Top of Data under study

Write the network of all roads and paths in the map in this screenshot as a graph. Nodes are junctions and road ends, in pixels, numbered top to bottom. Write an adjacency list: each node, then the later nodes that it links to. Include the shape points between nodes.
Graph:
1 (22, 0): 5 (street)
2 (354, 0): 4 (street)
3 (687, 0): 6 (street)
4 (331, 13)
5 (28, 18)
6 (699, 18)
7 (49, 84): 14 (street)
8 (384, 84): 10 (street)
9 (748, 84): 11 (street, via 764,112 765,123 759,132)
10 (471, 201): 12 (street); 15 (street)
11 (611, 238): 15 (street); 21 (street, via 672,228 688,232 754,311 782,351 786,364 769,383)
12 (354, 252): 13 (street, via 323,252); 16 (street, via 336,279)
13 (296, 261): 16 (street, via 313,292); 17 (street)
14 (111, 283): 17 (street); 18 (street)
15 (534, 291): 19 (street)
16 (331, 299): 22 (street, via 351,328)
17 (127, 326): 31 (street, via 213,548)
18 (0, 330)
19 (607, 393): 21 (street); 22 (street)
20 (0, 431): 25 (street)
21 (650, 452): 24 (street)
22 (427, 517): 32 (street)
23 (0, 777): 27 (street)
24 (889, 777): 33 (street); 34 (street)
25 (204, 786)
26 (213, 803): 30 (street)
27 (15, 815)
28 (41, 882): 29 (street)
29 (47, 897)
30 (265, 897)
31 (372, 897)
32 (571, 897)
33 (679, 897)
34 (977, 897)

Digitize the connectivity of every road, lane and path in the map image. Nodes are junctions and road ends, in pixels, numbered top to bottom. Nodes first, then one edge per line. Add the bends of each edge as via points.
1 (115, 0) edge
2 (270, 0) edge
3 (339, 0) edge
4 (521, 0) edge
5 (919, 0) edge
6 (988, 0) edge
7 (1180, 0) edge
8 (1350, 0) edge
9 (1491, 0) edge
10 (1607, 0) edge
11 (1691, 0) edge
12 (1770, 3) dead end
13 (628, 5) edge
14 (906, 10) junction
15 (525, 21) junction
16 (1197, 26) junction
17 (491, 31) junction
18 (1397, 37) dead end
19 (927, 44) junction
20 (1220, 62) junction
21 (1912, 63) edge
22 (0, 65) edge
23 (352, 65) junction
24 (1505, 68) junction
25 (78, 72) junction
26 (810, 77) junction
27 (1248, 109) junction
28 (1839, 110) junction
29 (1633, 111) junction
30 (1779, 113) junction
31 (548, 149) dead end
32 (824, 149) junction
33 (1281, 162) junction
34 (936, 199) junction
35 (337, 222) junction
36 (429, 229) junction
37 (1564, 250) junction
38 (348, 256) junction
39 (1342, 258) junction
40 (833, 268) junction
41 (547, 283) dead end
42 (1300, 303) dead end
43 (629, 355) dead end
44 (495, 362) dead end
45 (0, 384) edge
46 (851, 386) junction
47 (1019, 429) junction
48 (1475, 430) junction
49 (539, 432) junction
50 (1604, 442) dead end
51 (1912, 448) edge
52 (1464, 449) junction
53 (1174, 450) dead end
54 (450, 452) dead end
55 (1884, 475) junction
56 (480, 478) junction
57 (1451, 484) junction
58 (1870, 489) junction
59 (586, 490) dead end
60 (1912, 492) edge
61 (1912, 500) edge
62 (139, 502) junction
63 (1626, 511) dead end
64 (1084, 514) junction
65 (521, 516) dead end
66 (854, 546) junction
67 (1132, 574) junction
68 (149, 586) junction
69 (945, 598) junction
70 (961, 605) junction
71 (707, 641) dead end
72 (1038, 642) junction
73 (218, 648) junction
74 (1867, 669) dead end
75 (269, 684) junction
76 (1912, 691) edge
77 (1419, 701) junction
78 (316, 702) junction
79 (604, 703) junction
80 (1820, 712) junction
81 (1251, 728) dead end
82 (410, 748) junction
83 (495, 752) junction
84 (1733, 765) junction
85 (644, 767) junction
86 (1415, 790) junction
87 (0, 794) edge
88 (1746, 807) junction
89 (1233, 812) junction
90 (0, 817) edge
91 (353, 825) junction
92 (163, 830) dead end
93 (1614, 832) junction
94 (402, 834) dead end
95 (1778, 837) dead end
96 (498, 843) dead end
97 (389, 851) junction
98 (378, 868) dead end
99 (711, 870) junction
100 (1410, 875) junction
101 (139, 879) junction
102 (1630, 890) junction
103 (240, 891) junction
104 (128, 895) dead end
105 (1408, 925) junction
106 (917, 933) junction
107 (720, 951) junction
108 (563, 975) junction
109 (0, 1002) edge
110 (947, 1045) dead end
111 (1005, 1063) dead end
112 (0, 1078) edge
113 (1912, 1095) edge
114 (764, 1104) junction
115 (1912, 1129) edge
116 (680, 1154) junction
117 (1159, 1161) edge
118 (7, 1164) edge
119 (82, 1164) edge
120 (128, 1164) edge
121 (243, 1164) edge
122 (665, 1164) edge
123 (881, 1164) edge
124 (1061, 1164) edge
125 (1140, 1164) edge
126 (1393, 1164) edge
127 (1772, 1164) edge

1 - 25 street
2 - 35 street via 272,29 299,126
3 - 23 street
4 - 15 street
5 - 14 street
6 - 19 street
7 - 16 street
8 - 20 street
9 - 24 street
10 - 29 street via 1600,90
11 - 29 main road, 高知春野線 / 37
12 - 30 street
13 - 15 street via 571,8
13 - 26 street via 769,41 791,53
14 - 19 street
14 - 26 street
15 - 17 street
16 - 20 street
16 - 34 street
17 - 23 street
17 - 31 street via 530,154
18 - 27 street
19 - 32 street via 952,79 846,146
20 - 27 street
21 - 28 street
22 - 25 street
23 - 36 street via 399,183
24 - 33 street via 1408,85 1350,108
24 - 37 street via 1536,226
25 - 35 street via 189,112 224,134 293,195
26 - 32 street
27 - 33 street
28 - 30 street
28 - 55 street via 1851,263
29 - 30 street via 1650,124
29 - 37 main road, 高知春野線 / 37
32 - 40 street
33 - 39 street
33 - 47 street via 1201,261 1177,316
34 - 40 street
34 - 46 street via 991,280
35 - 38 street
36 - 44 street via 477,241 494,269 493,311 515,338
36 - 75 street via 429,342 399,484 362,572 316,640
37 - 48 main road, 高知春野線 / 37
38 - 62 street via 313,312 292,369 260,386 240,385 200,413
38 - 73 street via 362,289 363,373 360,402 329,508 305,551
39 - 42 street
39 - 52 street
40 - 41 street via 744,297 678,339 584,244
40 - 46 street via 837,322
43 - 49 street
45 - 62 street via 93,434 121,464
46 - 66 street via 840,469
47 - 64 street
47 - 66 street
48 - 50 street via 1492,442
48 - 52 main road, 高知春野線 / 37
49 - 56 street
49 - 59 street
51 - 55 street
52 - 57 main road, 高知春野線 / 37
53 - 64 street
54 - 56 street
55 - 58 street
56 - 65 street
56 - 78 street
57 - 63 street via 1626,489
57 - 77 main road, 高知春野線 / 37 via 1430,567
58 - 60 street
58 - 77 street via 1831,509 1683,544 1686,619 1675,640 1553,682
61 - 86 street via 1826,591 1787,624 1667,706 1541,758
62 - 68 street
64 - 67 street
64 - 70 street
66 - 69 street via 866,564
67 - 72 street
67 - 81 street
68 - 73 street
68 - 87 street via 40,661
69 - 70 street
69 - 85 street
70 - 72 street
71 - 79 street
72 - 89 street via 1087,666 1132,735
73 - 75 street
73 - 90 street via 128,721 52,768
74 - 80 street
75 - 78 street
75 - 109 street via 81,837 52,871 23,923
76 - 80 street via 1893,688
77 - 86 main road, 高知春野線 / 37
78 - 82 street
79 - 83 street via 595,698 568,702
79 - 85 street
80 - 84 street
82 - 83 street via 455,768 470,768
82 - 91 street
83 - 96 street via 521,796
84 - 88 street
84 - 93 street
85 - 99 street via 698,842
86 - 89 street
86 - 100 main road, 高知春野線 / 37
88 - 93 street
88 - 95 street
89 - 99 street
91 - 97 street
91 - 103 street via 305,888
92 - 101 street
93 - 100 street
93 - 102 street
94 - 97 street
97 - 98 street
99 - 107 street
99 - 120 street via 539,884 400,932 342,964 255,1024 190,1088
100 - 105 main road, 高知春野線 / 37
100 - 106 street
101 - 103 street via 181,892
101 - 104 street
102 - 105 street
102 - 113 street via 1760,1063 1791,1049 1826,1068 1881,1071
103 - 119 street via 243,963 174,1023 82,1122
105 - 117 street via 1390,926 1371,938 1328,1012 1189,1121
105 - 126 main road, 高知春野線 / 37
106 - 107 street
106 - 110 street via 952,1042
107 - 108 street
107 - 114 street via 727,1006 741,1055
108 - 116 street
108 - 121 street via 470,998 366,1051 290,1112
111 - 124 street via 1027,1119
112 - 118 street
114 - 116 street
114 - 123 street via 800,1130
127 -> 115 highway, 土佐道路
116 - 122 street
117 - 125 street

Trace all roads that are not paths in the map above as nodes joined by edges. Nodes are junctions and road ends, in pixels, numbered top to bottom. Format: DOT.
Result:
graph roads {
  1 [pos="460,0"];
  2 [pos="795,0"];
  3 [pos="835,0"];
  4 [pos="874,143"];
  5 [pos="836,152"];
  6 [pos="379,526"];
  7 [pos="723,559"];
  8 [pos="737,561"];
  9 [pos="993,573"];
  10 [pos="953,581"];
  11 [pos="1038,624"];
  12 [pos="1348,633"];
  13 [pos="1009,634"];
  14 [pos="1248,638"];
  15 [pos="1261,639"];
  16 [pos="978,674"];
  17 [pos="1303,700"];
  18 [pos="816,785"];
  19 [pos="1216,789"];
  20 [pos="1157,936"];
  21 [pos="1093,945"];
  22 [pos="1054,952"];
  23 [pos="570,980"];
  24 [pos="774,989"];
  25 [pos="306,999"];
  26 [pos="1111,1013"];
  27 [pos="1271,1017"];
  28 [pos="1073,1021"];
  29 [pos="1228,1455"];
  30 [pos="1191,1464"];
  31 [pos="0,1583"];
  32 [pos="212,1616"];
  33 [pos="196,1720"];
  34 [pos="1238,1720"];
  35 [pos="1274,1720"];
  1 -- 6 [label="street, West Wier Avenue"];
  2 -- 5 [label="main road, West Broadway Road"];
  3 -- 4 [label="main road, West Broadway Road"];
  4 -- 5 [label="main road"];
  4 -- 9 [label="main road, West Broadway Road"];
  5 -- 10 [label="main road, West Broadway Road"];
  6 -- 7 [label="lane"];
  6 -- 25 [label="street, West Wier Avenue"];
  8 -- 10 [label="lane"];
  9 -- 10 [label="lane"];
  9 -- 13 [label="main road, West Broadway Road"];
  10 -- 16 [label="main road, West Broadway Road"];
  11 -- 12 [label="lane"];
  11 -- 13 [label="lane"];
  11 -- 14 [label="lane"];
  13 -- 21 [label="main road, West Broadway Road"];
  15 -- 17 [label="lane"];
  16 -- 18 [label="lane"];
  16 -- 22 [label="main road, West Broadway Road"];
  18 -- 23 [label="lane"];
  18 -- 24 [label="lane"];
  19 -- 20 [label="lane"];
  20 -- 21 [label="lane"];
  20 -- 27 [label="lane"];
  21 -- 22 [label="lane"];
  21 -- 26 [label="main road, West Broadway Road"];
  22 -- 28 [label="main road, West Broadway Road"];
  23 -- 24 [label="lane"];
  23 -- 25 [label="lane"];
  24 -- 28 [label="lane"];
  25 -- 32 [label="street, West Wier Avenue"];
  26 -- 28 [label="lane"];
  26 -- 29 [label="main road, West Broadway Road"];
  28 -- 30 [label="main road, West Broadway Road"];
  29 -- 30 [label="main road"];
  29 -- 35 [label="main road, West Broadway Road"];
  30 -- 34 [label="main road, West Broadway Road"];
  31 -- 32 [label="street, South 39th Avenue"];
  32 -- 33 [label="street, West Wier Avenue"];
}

Bottom of Data under study

• _Activity_
Whenever a line of the data includes the word "points", show that line in full.

• _Written solution_
Write the network of all roads and paths in the map in this screenshot as a graph. Nodes are junctions and road ends, in pixels, numbered top to bottom. Write an adjacency list: each node, then the later nodes that it links to. Include the shape points between nodes.
Digitize the connectivity of every road, lane and path in the map image. Nodes are junctions and road ends, in pixels, numbered top to bottom. Nodes first, then one edge per line. Add the bends of each edge as via points.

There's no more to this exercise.